Nigerian music plugger

Sheriff Olaitan Salaudeen (born 6 April 1981), professionally known as Mr. Olaitan and often called Alhaji Sneh, is a Nigerian music promoter. Born in the local area of Agege in Lagos, Nigeria, he is the founder of MuchMusic LessTalk, a promotional and media outreach company focused on Nigerian artists. Salaudeen is also a founding member of the Nigerian record label YBNL Nation, and remains an associate of the label till date.
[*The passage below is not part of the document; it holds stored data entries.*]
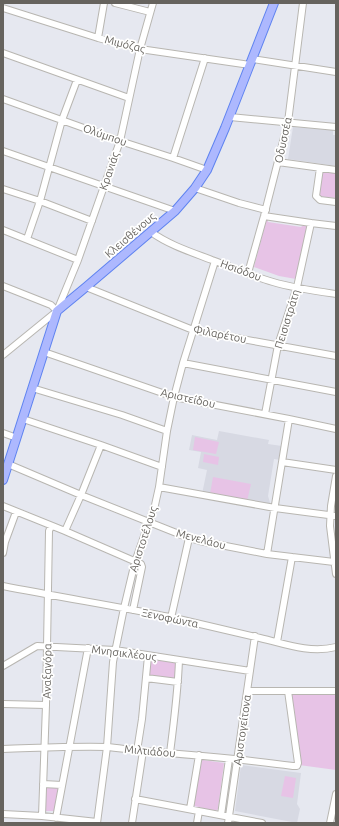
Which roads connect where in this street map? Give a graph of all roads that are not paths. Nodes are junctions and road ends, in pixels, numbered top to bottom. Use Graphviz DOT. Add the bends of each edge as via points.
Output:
graph roads {
  1 [pos="104,3"];
  2 [pos="115,3"];
  3 [pos="153,3"];
  4 [pos="274,3"];
  5 [pos="303,3"];
  6 [pos="3,8"];
  7 [pos="150,12"];
  8 [pos="98,38"];
  9 [pos="140,49"];
  10 [pos="3,53"];
  11 [pos="205,58"];
  12 [pos="251,62"];
  13 [pos="295,66"];
  14 [pos="336,72"];
  15 [pos="77,80"];
  16 [pos="129,98"];
  17 [pos="3,99"];
  18 [pos="230,117"];
  19 [pos="62,120"];
  20 [pos="288,122"];
  21 [pos="336,127"];
  22 [pos="120,141"];
  23 [pos="3,152"];
  24 [pos="173,158"];
  25 [pos="278,162"];
  26 [pos="50,167"];
  27 [pos="320,168"];
  28 [pos="207,170"];
  29 [pos="336,170"];
  30 [pos="104,186"];
  31 [pos="195,188"];
  32 [pos="3,189"];
  33 [pos="40,201"];
  34 [pos="336,202"];
  35 [pos="175,211"];
  36 [pos="265,213"];
  37 [pos="92,221"];
  38 [pos="310,223"];
  39 [pos="336,226"];
  40 [pos="3,230"];
  41 [pos="151,232"];
  42 [pos="27,239"];
  43 [pos="78,260"];
  44 [pos="215,261"];
  45 [pos="248,273"];
  46 [pos="3,286"];
  47 [pos="86,287"];
  48 [pos="297,287"];
  49 [pos="336,294"];
  50 [pos="57,311"];
  51 [pos="194,330"];
  52 [pos="278,345"];
  53 [pos="3,347"];
  54 [pos="10,350"];
  55 [pos="44,352"];
  56 [pos="3,355"];
  57 [pos="336,356"];
  58 [pos="183,363"];
  59 [pos="271,380"];
  60 [pos="32,388"];
  61 [pos="336,392"];
  62 [pos="174,397"];
  63 [pos="265,414"];
  64 [pos="23,418"];
  65 [pos="289,419"];
  66 [pos="336,429"];
  67 [pos="167,431"];
  68 [pos="3,433"];
  69 [pos="17,438"];
  70 [pos="101,444"];
  71 [pos="282,462"];
  72 [pos="8,464"];
  73 [pos="162,467"];
  74 [pos="336,470"];
  75 [pos="336,476"];
  76 [pos="3,480"];
  77 [pos="159,487"];
  78 [pos="81,495"];
  79 [pos="3,506"];
  80 [pos="275,508"];
  81 [pos="16,512"];
  82 [pos="333,516"];
  83 [pos="149,523"];
  84 [pos="51,526"];
  85 [pos="65,531"];
  86 [pos="189,538"];
  87 [pos="334,550"];
  88 [pos="3,553"];
  89 [pos="267,554"];
  90 [pos="292,557"];
  91 [pos="135,562"];
  92 [pos="334,562"];
  93 [pos="336,574"];
  94 [pos="3,586"];
  95 [pos="49,595"];
  96 [pos="124,608"];
  97 [pos="133,610"];
  98 [pos="171,618"];
  99 [pos="255,636"];
  100 [pos="277,642"];
  101 [pos="47,646"];
  102 [pos="336,647"];
  103 [pos="88,648"];
  104 [pos="115,650"];
  105 [pos="148,656"];
  106 [pos="179,660"];
  107 [pos="3,666"];
  108 [pos="250,671"];
  109 [pos="146,678"];
  110 [pos="178,682"];
  111 [pos="247,691"];
  112 [pos="288,691"];
  113 [pos="336,691"];
  114 [pos="3,704"];
  115 [pos="46,705"];
  116 [pos="45,747"];
  117 [pos="70,747"];
  118 [pos="107,748"];
  119 [pos="3,749"];
  120 [pos="140,751"];
  121 [pos="170,753"];
  122 [pos="199,755"];
  123 [pos="229,759"];
  124 [pos="238,759"];
  125 [pos="43,784"];
  126 [pos="62,785"];
  127 [pos="336,794"];
  128 [pos="135,799"];
  129 [pos="335,801"];
  130 [pos="190,809"];
  131 [pos="199,811"];
  132 [pos="3,814"];
  133 [pos="221,815"];
  134 [pos="28,816"];
  135 [pos="42,816"];
  136 [pos="56,818"];
  137 [pos="228,820"];
  138 [pos="27,823"];
  139 [pos="97,823"];
  140 [pos="132,823"];
  141 [pos="197,823"];
  142 [pos="262,823"];
  143 [pos="330,823"];
  1 -- 8 [label="street"];
  2 -- 7 [label="street"];
  3 -- 7 [label="street, Κρανιάς"];
  4 -- 12 [label="main road, Κλεισθένους"];
  5 -- 13 [label="street, Οδυσσέα"];
  6 -- 8 [label="street, Μιμόζας"];
  7 -- 9 [label="street, Κρανιάς"];
  8 -- 9 [label="street, Μιμόζας"];
  9 -- 11 [label="street, Μιμόζας"];
  9 -- 16 [label="street, Κρανιάς"];
  10 -- 15 [label="street"];
  11 -- 12 [label="street, Μιμόζας"];
  11 -- 24 [label="street"];
  12 -- 13 [label="street, Μιμόζας"];
  12 -- 18 [label="main road, Κλεισθένους"];
  13 -- 14 [label="street, Μιμόζας"];
  13 -- 20 [label="street, Οδυσσέα"];
  15 -- 16 [label="street"];
  15 -- 19 [label="street"];
  16 -- 22 [label="street, Κρανιάς"];
  17 -- 19 [label="street, Ολύμπου"];
  18 -- 20 [label="street"];
  18 -- 28 [label="main road, Κλεισθένους"];
  19 -- 22 [label="street, Ολύμπου"];
  19 -- 26 [label="street"];
  20 -- 21 [label="street"];
  20 -- 25 [label="street, Οδυσσέα"];
  22 -- 24 [label="street, Ολύμπου"];
  22 -- 30 [label="street, Κρανιάς"];
  23 -- 26 [label="street"];
  24 -- 28 [label="street, Ολύμπου"];
  25 -- 27 [label="street"];
  25 -- 36 [label="street, Οδυσσέα"];
  26 -- 30 [label="street"];
  26 -- 33 [label="street"];
  27 -- 29 [label="street"];
  27 -- 34 [label="street" via="317,198"];
  28 -- 31 [label="main road, Κλεισθένους"];
  30 -- 35 [label="street"];
  30 -- 37 [label="street, Κρανιάς"];
  31 -- 35 [label="main road, Κλεισθένους"];
  31 -- 36 [label="street"];
  32 -- 33 [label="street"];
  33 -- 37 [label="street"];
  33 -- 42 [label="street"];
  35 -- 41 [label="main road, Κλεισθένους"];
  36 -- 38 [label="street"];
  36 -- 45 [label="street, Οδυσσέα"];
  37 -- 43 [label="street, Κρανιάς"];
  38 -- 39 [label="street"];
  38 -- 48 [label="street, Πεισιστράτη"];
  40 -- 42 [label="street"];
  41 -- 44 [label="street, Ησιόδου" via="172,244"];
  41 -- 47 [label="main road, Κλεισθένους"];
  42 -- 43 [label="street"];
  43 -- 50 [label="street, Κρανιάς"];
  44 -- 45 [label="street, Ησιόδου"];
  44 -- 51 [label="street, Αριστοτέλους"];
  45 -- 48 [label="street, Ησιόδου"];
  46 -- 50 [label="street" via="51,304"];
  47 -- 50 [label="main road, Κλεισθένους"];
  47 -- 51 [label="street, Φιλαρέτου"];
  48 -- 49 [label="street, Ησιόδου"];
  48 -- 52 [label="street, Πεισιστράτη"];
  50 -- 54 [label="street"];
  50 -- 55 [label="main road"];
  51 -- 52 [label="street, Φιλαρέτου"];
  51 -- 58 [label="street, Αριστοτέλους"];
  52 -- 57 [label="street, Φιλαρέτου"];
  52 -- 59 [label="street, Πεισιστράτη"];
  53 -- 54 [label="street"];
  54 -- 56 [label="street"];
  55 -- 60 [label="main road"];
  55 -- 62 [label="street, Αριστείδου"];
  58 -- 59 [label="street"];
  58 -- 62 [label="street, Αριστοτέλους"];
  59 -- 61 [label="street"];
  59 -- 63 [label="street, Πεισιστράτη"];
  60 -- 64 [label="main road"];
  60 -- 67 [label="street"];
  62 -- 63 [label="street, Αριστείδου"];
  62 -- 67 [label="street, Αριστοτέλους"];
  63 -- 65 [label="street, Αριστείδου"];
  64 -- 69 [label="main road"];
  64 -- 70 [label="street"];
  65 -- 66 [label="street, Αριστείδου"];
  65 -- 71 [label="street"];
  67 -- 73 [label="street, Αριστοτέλους"];
  68 -- 69 [label="street"];
  69 -- 72 [label="main road"];
  70 -- 73 [label="street"];
  70 -- 78 [label="street"];
  71 -- 74 [label="street"];
  71 -- 80 [label="street"];
  72 -- 76 [label="main road"];
  72 -- 78 [label="street, Μενελάου"];
  73 -- 77 [label="street, Αριστοτέλους"];
  75 -- 82 [label="street"];
  77 -- 80 [label="street"];
  77 -- 83 [label="street, Αριστοτέλους"];
  78 -- 83 [label="street, Μενελάου"];
  78 -- 85 [label="street"];
  79 -- 81 [label="street"];
  80 -- 82 [label="street"];
  80 -- 89 [label="street"];
  81 -- 84 [label="street"];
  81 -- 88 [label="street"];
  82 -- 87 [label="street" via="330,526"];
  83 -- 86 [label="street, Μενελάου"];
  83 -- 91 [label="street, Αριστοτέλους"];
  84 -- 85 [label="street"];
  84 -- 95 [label="street, Αναξαγόρα"];
  85 -- 91 [label="street"];
  86 -- 89 [label="street, Μενελάου"];
  86 -- 98 [label="street"];
  87 -- 92 [label="street"];
  89 -- 90 [label="street, Μενελάου"];
  90 -- 92 [label="street, Μενελάου"];
  90 -- 100 [label="street"];
  91 -- 96 [label="street, Αριστοτέλους"];
  91 -- 97 [label="street" via="142,567"];
  92 -- 93 [label="street"];
  94 -- 95 [label="street, Ξενοφώντα"];
  95 -- 96 [label="street, Ξενοφώντα"];
  95 -- 101 [label="street, Αναξαγόρα"];
  96 -- 97 [label="street, Ξενοφώντα"];
  96 -- 104 [label="street, Αριστοτέλους"];
  97 -- 98 [label="street, Ξενοφώντα"];
  98 -- 99 [label="street, Ξενοφώντα"];
  99 -- 100 [label="street, Ξενοφώντα"];
  99 -- 108 [label="street, Αριστογείτονα"];
  100 -- 102 [label="street, Ξενοφώντα" via="313,650"];
  101 -- 103 [label="street, Μνησικλέους"];
  101 -- 107 [label="street, Μνησικλέους" via="37,646"];
  101 -- 115 [label="street, Αναξαγόρα"];
  103 -- 104 [label="street, Μνησικλέους"];
  103 -- 117 [label="street"];
  104 -- 105 [label="street, Μνησικλέους"];
  104 -- 118 [label="street, Αριστοτέλους"];
  105 -- 106 [label="street, Μνησικλέους"];
  105 -- 109 [label="street"];
  106 -- 108 [label="street, Μνησικλέους"];
  106 -- 110 [label="street"];
  108 -- 111 [label="street, Αριστογείτονα"];
  109 -- 110 [label="street"];
  109 -- 120 [label="street"];
  110 -- 121 [label="street"];
  111 -- 112 [label="street"];
  111 -- 124 [label="street, Αριστογείτονα"];
  112 -- 113 [label="street"];
  112 -- 124 [label="street, Μιλτιάδου" via="297,766"];
  114 -- 115 [label="street"];
  115 -- 116 [label="street, Αναξαγόρα"];
  116 -- 117 [label="street, Μιλτιάδου"];
  116 -- 119 [label="street, Μιλτιάδου"];
  116 -- 125 [label="street, Αναξαγόρα"];
  117 -- 118 [label="street, Μιλτιάδου"];
  117 -- 126 [label="street"];
  118 -- 120 [label="street, Μιλτιάδου"];
  118 -- 139 [label="street, Αριστοτέλους"];
  120 -- 121 [label="street, Μιλτιάδου"];
  120 -- 128 [label="street"];
  121 -- 122 [label="street, Μιλτιάδου"];
  122 -- 123 [label="street, Μιλτιάδου"];
  122 -- 130 [label="street"];
  123 -- 124 [label="street, Μιλτιάδου"];
  123 -- 133 [label="street"];
  124 -- 137 [label="street, Αριστογείτονα"];
  125 -- 126 [label="street"];
  125 -- 135 [label="street, Αναξαγόρα"];
  126 -- 136 [label="street"];
  127 -- 129 [label="street"];
  128 -- 130 [label="street"];
  128 -- 140 [label="street"];
  129 -- 143 [label="street"];
  130 -- 131 [label="street"];
  131 -- 133 [label="street"];
  131 -- 141 [label="street"];
  132 -- 134 [label="street"];
  133 -- 137 [label="street"];
  134 -- 135 [label="street"];
  134 -- 138 [label="street"];
  135 -- 136 [label="street"];
  136 -- 139 [label="street"];
  137 -- 142 [label="street"];
}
== Early life and education ==
Salaudeen was born in Agege, Lagos, Nigeria. He attended St. Joseph Secondary School in Idi-Mangoro, Agege, and later studied Mass Communication at Lagos State Polytechnic, graduating in 2008. He completed his National Youth Service Corps (NYSC) program at NTA Minna, Niger State.

== Career ==
After completing his service in the NYSC, Salaudeen began working at Nigeria broadcaster, Television Continental (TVC). In 2010, he launched "MuchMusic LessTalk," focusing on music promotion, with YBNL Nation as a part of this work.

Today, he is most well known for his work improving the digital and media presence of Nigerian artists, particularly through mainstream radio and digital platforms. Salaudeen has been credited with increasing the global recognition of afrobeats, a genre of African dance and hip-hop music widely popularized in Nigeria. His promotional campaigns have coincided with a rise in popularity of several YBNL-affiliated acts. He has worked with musicians including Olamide, Asake, Fireboy DML, 9ice, Reminisce, Small Doctor, Korede Bello, and May D.

== Personal life ==
Salaudeen practices Islam and took Arabic lessons as a teenager. Today he has three children.